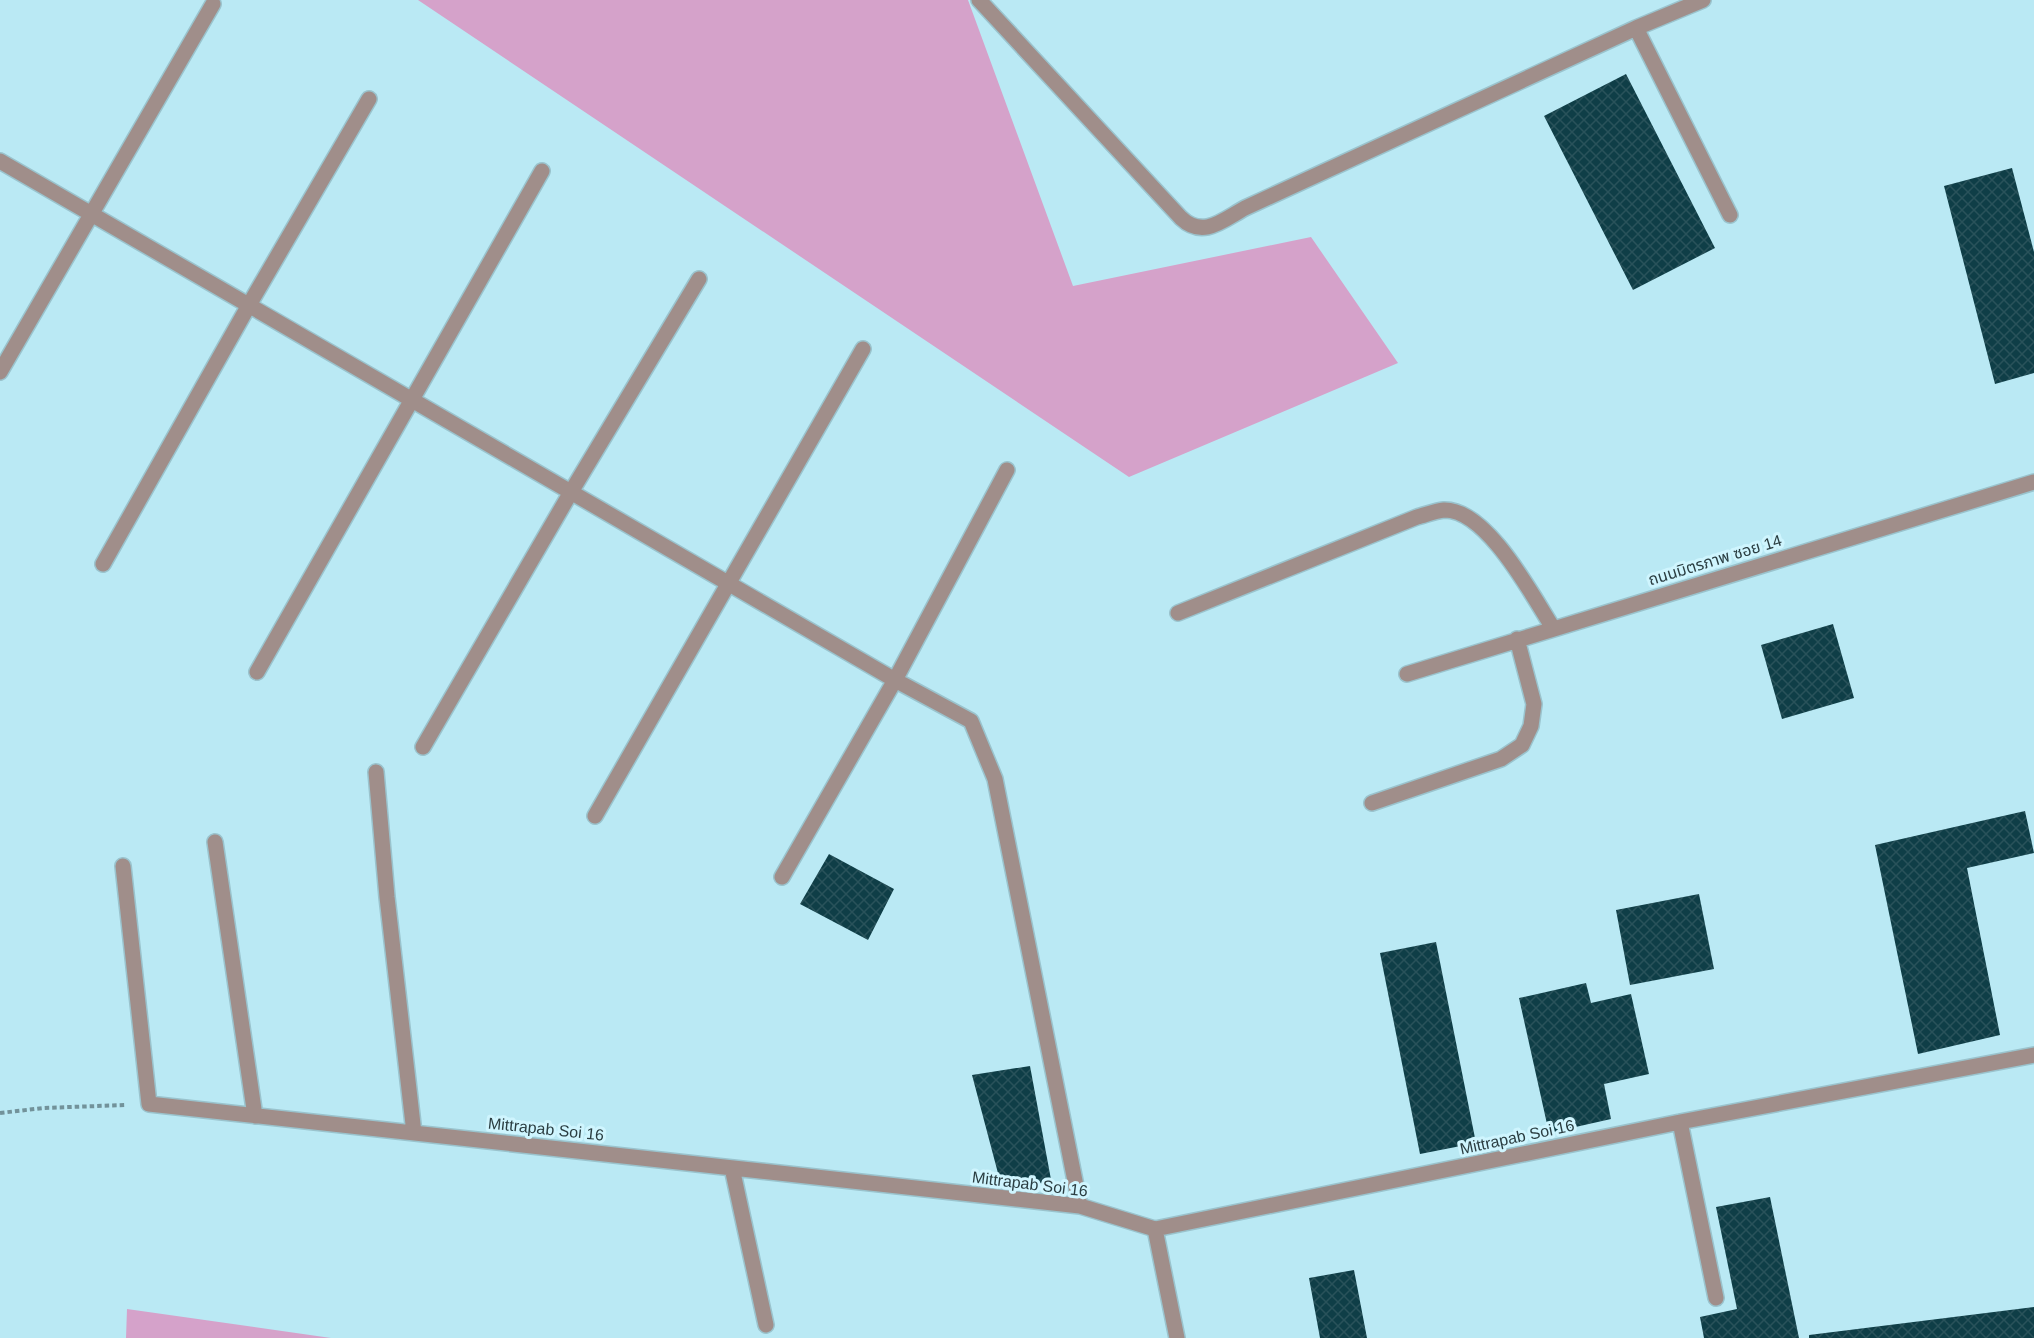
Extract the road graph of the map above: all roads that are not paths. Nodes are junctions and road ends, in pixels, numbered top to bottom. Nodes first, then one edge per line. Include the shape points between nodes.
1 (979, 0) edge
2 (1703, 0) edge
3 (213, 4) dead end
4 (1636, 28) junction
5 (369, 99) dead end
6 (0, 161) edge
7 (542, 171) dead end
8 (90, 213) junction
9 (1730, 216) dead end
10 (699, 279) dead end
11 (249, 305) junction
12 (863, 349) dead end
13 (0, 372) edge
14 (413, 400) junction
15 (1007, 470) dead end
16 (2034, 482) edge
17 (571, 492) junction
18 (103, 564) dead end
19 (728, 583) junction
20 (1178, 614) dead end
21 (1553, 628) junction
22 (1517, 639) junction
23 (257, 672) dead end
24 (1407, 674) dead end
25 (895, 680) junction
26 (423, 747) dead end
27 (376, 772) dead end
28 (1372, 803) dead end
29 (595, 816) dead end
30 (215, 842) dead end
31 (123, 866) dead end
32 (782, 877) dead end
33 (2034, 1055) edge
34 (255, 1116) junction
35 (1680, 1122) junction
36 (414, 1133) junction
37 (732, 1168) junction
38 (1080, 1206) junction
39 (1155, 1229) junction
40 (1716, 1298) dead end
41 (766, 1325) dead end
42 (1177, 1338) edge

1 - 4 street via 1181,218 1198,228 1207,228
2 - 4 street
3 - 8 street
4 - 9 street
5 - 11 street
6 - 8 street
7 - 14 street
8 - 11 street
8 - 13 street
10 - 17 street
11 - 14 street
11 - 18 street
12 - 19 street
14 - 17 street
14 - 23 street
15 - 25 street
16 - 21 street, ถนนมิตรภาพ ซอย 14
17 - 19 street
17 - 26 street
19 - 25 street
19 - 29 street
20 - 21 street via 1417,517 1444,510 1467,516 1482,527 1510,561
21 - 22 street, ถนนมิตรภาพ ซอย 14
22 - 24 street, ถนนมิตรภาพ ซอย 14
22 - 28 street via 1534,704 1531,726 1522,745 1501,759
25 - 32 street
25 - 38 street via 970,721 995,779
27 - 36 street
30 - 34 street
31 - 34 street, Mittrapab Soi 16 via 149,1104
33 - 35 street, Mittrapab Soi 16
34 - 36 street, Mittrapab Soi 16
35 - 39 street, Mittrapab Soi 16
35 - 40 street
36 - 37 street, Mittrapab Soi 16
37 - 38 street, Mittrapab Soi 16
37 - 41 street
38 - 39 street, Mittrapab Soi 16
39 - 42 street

[WHAT IS EXPECTED] The records above are to be restated exactly, without their pictures.

[ANSWER TO THIS EXERCISE]
Extract the road graph of the map above: all roads that are not paths. Nodes are junctions and road ends, in pixels, numbered top to bottom. Nodes first, then one edge per line. Include the shape points between nodes.
1 (979, 0) edge
2 (1703, 0) edge
3 (213, 4) dead end
4 (1636, 28) junction
5 (369, 99) dead end
6 (0, 161) edge
7 (542, 171) dead end
8 (90, 213) junction
9 (1730, 216) dead end
10 (699, 279) dead end
11 (249, 305) junction
12 (863, 349) dead end
13 (0, 372) edge
14 (413, 400) junction
15 (1007, 470) dead end
16 (2034, 482) edge
17 (571, 492) junction
18 (103, 564) dead end
19 (728, 583) junction
20 (1178, 614) dead end
21 (1553, 628) junction
22 (1517, 639) junction
23 (257, 672) dead end
24 (1407, 674) dead end
25 (895, 680) junction
26 (423, 747) dead end
27 (376, 772) dead end
28 (1372, 803) dead end
29 (595, 816) dead end
30 (215, 842) dead end
31 (123, 866) dead end
32 (782, 877) dead end
33 (2034, 1055) edge
34 (255, 1116) junction
35 (1680, 1122) junction
36 (414, 1133) junction
37 (732, 1168) junction
38 (1080, 1206) junction
39 (1155, 1229) junction
40 (1716, 1298) dead end
41 (766, 1325) dead end
42 (1177, 1338) edge

1 - 4 street via 1181,218 1198,228 1207,228
2 - 4 street
3 - 8 street
4 - 9 street
5 - 11 street
6 - 8 street
7 - 14 street
8 - 11 street
8 - 13 street
10 - 17 street
11 - 14 street
11 - 18 street
12 - 19 street
14 - 17 street
14 - 23 street
15 - 25 street
16 - 21 street, ถนนมิตรภาพ ซอย 14
17 - 19 street
17 - 26 street
19 - 25 street
19 - 29 street
20 - 21 street via 1417,517 1444,510 1467,516 1482,527 1510,561
21 - 22 street, ถนนมิตรภาพ ซอย 14
22 - 24 street, ถนนมิตรภาพ ซอย 14
22 - 28 street via 1534,704 1531,726 1522,745 1501,759
25 - 32 street
25 - 38 street via 970,721 995,779
27 - 36 street
30 - 34 street
31 - 34 street, Mittrapab Soi 16 via 149,1104
33 - 35 street, Mittrapab Soi 16
34 - 36 street, Mittrapab Soi 16
35 - 39 street, Mittrapab Soi 16
35 - 40 street
36 - 37 street, Mittrapab Soi 16
37 - 38 street, Mittrapab Soi 16
37 - 41 street
38 - 39 street, Mittrapab Soi 16
39 - 42 street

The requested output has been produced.